**PROBLEM:**
Every line below that includes the word "paths" needs to be copied.

**TASK MATERIAL:**
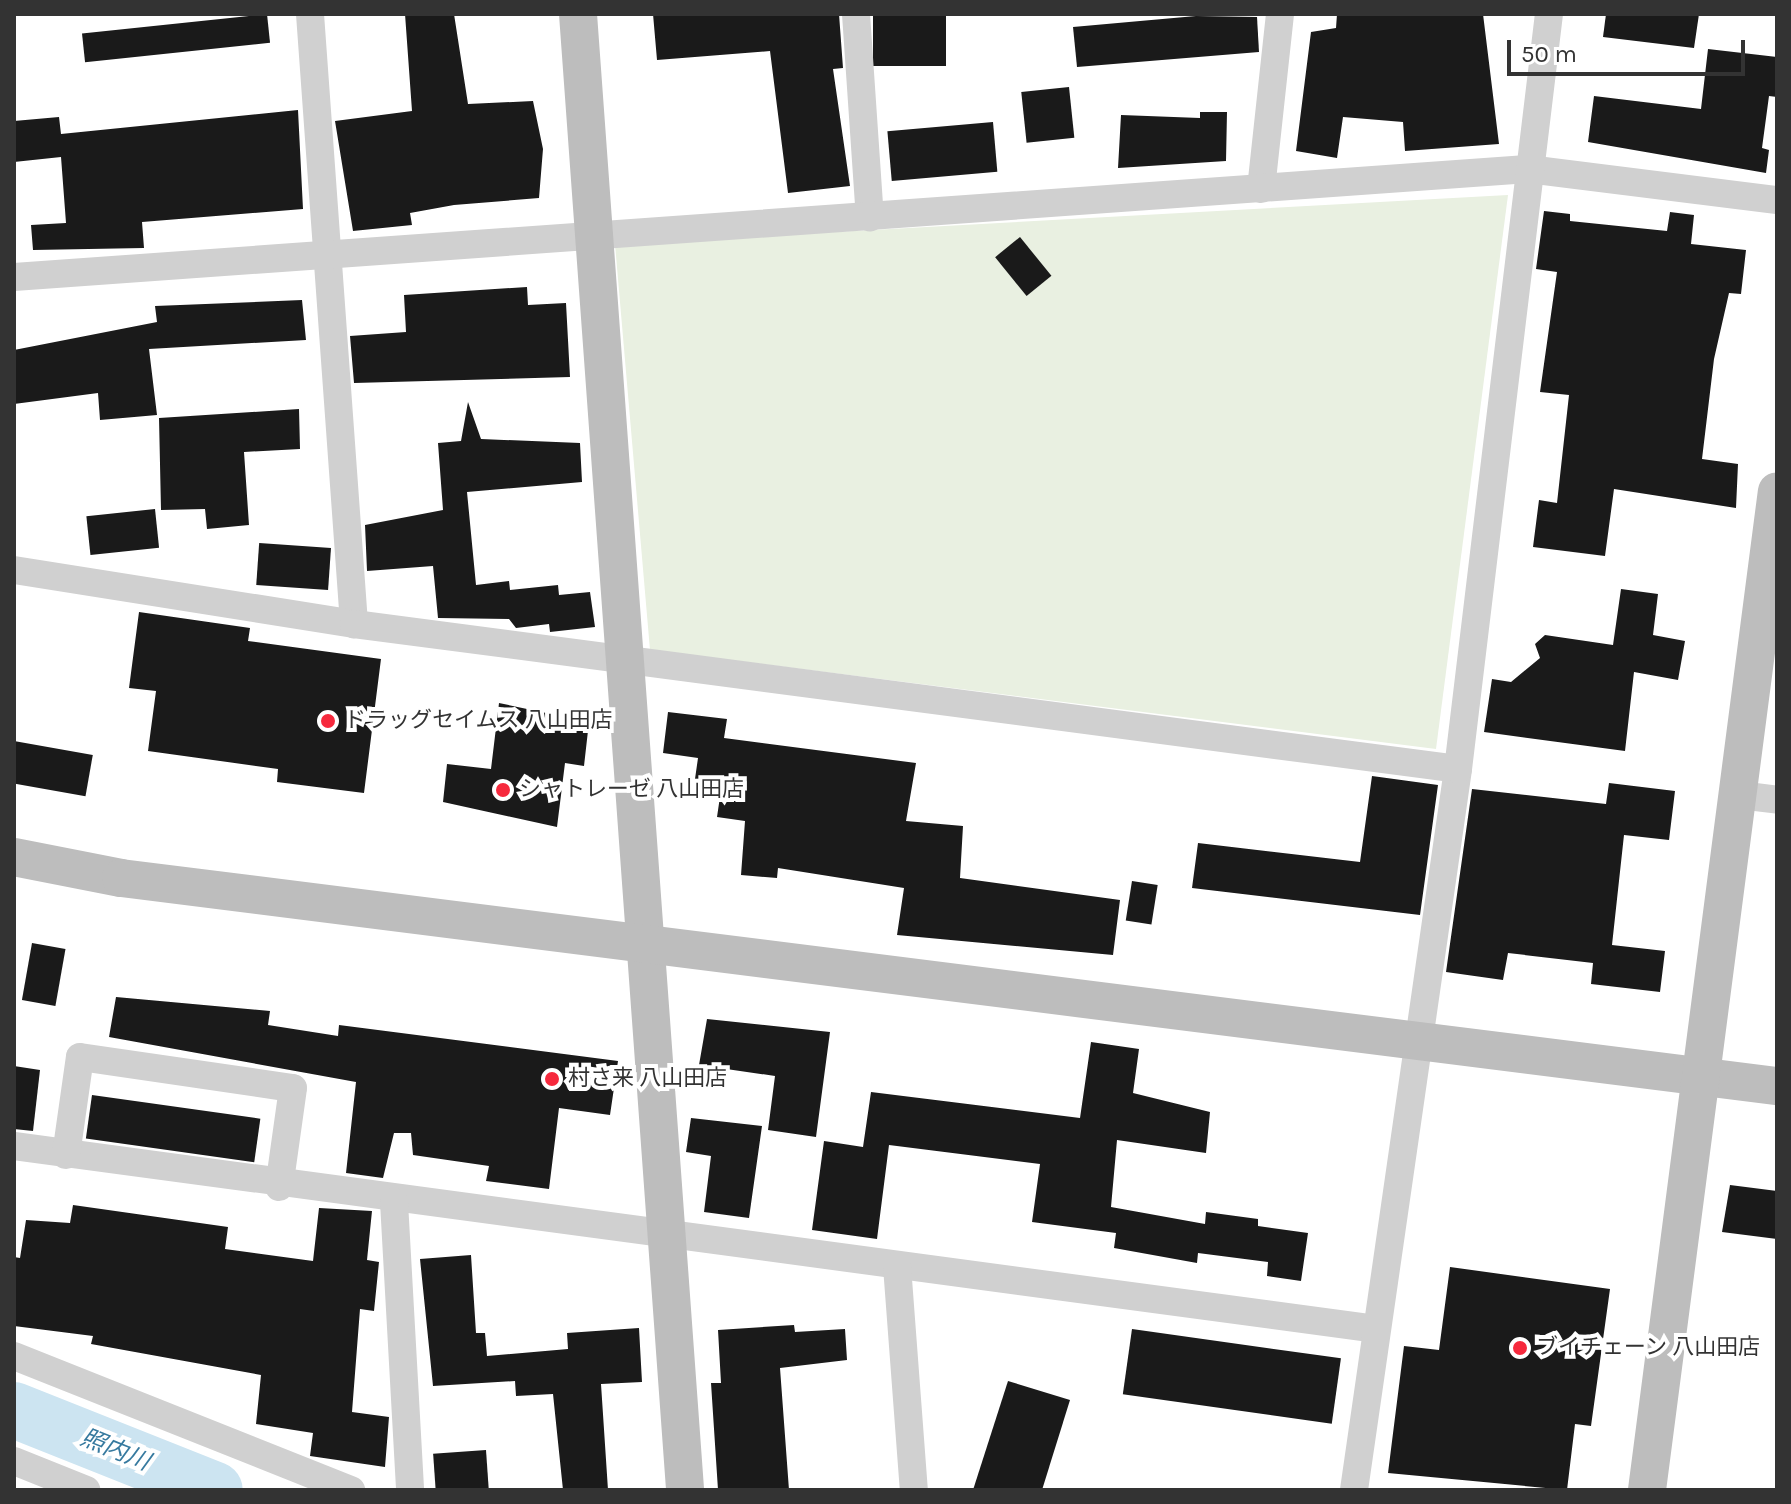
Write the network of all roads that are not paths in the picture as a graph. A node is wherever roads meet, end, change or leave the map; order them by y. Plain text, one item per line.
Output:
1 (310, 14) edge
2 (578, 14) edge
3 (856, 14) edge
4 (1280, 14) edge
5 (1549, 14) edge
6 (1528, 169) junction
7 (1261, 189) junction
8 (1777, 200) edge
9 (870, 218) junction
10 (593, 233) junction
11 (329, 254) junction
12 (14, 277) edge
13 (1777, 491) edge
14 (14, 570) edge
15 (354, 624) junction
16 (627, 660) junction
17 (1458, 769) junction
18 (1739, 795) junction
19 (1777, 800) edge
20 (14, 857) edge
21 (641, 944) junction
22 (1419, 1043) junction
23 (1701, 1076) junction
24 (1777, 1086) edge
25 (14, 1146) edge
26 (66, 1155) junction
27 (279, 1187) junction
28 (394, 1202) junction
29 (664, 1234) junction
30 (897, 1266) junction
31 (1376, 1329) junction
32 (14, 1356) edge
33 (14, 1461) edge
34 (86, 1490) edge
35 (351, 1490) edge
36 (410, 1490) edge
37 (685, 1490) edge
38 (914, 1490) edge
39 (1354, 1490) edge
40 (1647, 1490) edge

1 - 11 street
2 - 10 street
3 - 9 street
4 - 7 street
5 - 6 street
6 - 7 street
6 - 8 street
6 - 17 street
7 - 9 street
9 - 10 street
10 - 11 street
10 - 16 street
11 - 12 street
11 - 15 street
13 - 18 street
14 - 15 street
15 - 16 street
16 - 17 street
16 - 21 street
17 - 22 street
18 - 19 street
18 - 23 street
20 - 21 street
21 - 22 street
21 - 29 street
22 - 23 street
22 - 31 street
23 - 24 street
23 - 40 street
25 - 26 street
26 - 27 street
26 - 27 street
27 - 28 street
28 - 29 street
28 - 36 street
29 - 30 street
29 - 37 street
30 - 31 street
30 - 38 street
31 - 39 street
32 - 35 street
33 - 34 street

---

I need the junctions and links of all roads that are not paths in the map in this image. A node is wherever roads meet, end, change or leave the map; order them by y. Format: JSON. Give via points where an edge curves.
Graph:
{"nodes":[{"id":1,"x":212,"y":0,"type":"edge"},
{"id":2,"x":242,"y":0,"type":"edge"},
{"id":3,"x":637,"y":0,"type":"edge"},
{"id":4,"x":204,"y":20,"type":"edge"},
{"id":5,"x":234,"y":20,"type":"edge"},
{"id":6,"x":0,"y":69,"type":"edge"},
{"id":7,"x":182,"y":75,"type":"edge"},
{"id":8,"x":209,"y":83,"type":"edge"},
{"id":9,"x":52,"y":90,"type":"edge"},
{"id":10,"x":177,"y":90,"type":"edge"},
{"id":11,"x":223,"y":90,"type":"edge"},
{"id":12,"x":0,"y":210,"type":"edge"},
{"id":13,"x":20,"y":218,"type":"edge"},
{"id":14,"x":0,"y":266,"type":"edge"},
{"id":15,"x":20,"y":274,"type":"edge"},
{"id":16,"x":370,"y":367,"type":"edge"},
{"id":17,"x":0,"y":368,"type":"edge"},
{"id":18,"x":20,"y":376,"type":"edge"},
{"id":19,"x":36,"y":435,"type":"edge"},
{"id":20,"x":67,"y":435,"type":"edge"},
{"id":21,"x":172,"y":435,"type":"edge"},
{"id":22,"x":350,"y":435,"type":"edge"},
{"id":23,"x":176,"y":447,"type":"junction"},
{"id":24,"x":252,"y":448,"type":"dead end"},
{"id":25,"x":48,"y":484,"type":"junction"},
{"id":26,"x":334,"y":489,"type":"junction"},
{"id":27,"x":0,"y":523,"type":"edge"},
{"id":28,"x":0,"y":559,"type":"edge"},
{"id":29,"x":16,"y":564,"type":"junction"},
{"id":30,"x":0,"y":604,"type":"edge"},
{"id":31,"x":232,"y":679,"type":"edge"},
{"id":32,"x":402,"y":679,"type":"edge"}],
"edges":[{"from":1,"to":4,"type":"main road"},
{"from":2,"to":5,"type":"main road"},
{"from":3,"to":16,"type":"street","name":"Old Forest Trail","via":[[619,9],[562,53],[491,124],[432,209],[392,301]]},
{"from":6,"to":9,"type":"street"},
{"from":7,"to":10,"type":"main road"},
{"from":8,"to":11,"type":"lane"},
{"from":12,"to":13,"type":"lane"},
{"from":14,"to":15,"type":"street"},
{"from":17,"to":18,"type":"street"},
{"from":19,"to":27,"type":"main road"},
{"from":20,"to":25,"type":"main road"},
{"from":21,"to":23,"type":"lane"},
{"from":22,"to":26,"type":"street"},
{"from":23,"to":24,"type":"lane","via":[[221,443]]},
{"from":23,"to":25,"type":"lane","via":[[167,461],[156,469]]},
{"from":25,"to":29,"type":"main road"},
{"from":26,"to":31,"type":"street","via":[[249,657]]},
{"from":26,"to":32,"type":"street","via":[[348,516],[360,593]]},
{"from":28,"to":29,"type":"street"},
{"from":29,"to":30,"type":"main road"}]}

**RESULT FOR THIS TASK:**
Write the network of all roads that are not paths in the picture as a graph. A node is wherever roads meet, end, change or leave the map; order them by y. Plain text, one item per line.
I need the junctions and links of all roads that are not paths in the map in this image. A node is wherever roads meet, end, change or leave the map; order them by y. Format: JSON. Give via points where an edge curves.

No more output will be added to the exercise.